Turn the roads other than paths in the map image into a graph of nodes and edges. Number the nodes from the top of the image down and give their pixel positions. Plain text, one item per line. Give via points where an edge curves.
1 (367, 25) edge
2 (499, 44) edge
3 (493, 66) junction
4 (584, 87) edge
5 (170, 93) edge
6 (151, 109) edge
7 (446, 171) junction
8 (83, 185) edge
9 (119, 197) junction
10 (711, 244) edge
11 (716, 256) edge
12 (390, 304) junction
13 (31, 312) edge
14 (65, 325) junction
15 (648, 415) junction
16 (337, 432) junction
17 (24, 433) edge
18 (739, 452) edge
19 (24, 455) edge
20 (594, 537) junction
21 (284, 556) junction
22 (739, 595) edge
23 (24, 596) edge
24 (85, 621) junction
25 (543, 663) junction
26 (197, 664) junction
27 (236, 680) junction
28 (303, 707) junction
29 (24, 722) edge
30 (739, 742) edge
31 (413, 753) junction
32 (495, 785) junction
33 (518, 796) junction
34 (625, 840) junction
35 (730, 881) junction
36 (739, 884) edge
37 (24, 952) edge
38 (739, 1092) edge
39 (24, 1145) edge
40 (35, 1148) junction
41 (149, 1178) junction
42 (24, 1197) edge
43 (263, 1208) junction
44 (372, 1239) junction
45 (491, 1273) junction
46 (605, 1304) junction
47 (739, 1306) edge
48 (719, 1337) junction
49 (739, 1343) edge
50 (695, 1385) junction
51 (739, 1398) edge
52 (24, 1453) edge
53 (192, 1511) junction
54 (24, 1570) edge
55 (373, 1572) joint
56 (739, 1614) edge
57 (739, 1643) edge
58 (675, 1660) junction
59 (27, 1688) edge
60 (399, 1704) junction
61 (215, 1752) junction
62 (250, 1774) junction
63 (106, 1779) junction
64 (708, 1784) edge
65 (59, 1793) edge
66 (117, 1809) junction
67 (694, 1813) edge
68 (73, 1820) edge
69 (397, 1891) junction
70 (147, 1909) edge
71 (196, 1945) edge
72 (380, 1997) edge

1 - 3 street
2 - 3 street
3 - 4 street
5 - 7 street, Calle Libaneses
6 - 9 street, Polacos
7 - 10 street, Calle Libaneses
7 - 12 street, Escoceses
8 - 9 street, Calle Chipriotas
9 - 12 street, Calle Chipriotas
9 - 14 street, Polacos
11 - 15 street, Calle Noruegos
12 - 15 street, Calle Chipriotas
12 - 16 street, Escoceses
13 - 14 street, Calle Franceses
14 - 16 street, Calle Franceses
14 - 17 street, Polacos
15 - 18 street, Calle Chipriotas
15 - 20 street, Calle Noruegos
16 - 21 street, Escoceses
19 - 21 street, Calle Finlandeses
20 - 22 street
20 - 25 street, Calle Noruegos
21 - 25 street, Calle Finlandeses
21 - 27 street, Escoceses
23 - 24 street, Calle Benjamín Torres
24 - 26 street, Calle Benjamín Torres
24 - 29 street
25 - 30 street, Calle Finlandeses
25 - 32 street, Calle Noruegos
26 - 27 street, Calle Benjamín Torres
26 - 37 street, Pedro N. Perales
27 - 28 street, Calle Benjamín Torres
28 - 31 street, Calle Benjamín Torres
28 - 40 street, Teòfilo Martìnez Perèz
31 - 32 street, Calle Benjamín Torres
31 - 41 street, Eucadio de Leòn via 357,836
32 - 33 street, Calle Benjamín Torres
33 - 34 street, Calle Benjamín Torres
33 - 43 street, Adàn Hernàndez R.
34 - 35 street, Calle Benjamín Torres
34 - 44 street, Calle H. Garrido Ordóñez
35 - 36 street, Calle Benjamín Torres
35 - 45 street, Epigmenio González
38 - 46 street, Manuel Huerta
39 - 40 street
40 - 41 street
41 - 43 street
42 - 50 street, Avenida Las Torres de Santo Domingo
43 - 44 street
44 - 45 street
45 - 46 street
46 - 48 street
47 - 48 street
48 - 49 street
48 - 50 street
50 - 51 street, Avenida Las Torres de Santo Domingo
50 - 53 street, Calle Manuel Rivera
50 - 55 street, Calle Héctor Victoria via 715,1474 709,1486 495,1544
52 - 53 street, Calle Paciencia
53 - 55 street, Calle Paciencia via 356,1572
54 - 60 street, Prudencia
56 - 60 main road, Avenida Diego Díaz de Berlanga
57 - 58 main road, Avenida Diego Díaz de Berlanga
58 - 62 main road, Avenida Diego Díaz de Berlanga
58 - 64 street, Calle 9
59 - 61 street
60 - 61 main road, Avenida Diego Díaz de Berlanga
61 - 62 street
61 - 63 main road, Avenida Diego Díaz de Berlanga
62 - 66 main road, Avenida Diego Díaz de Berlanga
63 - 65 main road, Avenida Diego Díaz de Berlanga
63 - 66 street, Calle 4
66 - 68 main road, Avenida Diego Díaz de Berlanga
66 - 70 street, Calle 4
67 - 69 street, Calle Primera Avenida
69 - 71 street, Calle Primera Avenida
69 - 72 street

________________________________________

-- WORK ORDER --
Please reproduce the material in its entirety, exactly as it stands.

-- SOLVED EXERCISE --
Turn the roads other than paths in the map image into a graph of nodes and edges. Number the nodes from the top of the image down and give their pixel positions. Plain text, one item per line. Give via points where an edge curves.
1 (367, 25) edge
2 (499, 44) edge
3 (493, 66) junction
4 (584, 87) edge
5 (170, 93) edge
6 (151, 109) edge
7 (446, 171) junction
8 (83, 185) edge
9 (119, 197) junction
10 (711, 244) edge
11 (716, 256) edge
12 (390, 304) junction
13 (31, 312) edge
14 (65, 325) junction
15 (648, 415) junction
16 (337, 432) junction
17 (24, 433) edge
18 (739, 452) edge
19 (24, 455) edge
20 (594, 537) junction
21 (284, 556) junction
22 (739, 595) edge
23 (24, 596) edge
24 (85, 621) junction
25 (543, 663) junction
26 (197, 664) junction
27 (236, 680) junction
28 (303, 707) junction
29 (24, 722) edge
30 (739, 742) edge
31 (413, 753) junction
32 (495, 785) junction
33 (518, 796) junction
34 (625, 840) junction
35 (730, 881) junction
36 (739, 884) edge
37 (24, 952) edge
38 (739, 1092) edge
39 (24, 1145) edge
40 (35, 1148) junction
41 (149, 1178) junction
42 (24, 1197) edge
43 (263, 1208) junction
44 (372, 1239) junction
45 (491, 1273) junction
46 (605, 1304) junction
47 (739, 1306) edge
48 (719, 1337) junction
49 (739, 1343) edge
50 (695, 1385) junction
51 (739, 1398) edge
52 (24, 1453) edge
53 (192, 1511) junction
54 (24, 1570) edge
55 (373, 1572) joint
56 (739, 1614) edge
57 (739, 1643) edge
58 (675, 1660) junction
59 (27, 1688) edge
60 (399, 1704) junction
61 (215, 1752) junction
62 (250, 1774) junction
63 (106, 1779) junction
64 (708, 1784) edge
65 (59, 1793) edge
66 (117, 1809) junction
67 (694, 1813) edge
68 (73, 1820) edge
69 (397, 1891) junction
70 (147, 1909) edge
71 (196, 1945) edge
72 (380, 1997) edge

1 - 3 street
2 - 3 street
3 - 4 street
5 - 7 street, Calle Libaneses
6 - 9 street, Polacos
7 - 10 street, Calle Libaneses
7 - 12 street, Escoceses
8 - 9 street, Calle Chipriotas
9 - 12 street, Calle Chipriotas
9 - 14 street, Polacos
11 - 15 street, Calle Noruegos
12 - 15 street, Calle Chipriotas
12 - 16 street, Escoceses
13 - 14 street, Calle Franceses
14 - 16 street, Calle Franceses
14 - 17 street, Polacos
15 - 18 street, Calle Chipriotas
15 - 20 street, Calle Noruegos
16 - 21 street, Escoceses
19 - 21 street, Calle Finlandeses
20 - 22 street
20 - 25 street, Calle Noruegos
21 - 25 street, Calle Finlandeses
21 - 27 street, Escoceses
23 - 24 street, Calle Benjamín Torres
24 - 26 street, Calle Benjamín Torres
24 - 29 street
25 - 30 street, Calle Finlandeses
25 - 32 street, Calle Noruegos
26 - 27 street, Calle Benjamín Torres
26 - 37 street, Pedro N. Perales
27 - 28 street, Calle Benjamín Torres
28 - 31 street, Calle Benjamín Torres
28 - 40 street, Teòfilo Martìnez Perèz
31 - 32 street, Calle Benjamín Torres
31 - 41 street, Eucadio de Leòn via 357,836
32 - 33 street, Calle Benjamín Torres
33 - 34 street, Calle Benjamín Torres
33 - 43 street, Adàn Hernàndez R.
34 - 35 street, Calle Benjamín Torres
34 - 44 street, Calle H. Garrido Ordóñez
35 - 36 street, Calle Benjamín Torres
35 - 45 street, Epigmenio González
38 - 46 street, Manuel Huerta
39 - 40 street
40 - 41 street
41 - 43 street
42 - 50 street, Avenida Las Torres de Santo Domingo
43 - 44 street
44 - 45 street
45 - 46 street
46 - 48 street
47 - 48 street
48 - 49 street
48 - 50 street
50 - 51 street, Avenida Las Torres de Santo Domingo
50 - 53 street, Calle Manuel Rivera
50 - 55 street, Calle Héctor Victoria via 715,1474 709,1486 495,1544
52 - 53 street, Calle Paciencia
53 - 55 street, Calle Paciencia via 356,1572
54 - 60 street, Prudencia
56 - 60 main road, Avenida Diego Díaz de Berlanga
57 - 58 main road, Avenida Diego Díaz de Berlanga
58 - 62 main road, Avenida Diego Díaz de Berlanga
58 - 64 street, Calle 9
59 - 61 street
60 - 61 main road, Avenida Diego Díaz de Berlanga
61 - 62 street
61 - 63 main road, Avenida Diego Díaz de Berlanga
62 - 66 main road, Avenida Diego Díaz de Berlanga
63 - 65 main road, Avenida Diego Díaz de Berlanga
63 - 66 street, Calle 4
66 - 68 main road, Avenida Diego Díaz de Berlanga
66 - 70 street, Calle 4
67 - 69 street, Calle Primera Avenida
69 - 71 street, Calle Primera Avenida
69 - 72 street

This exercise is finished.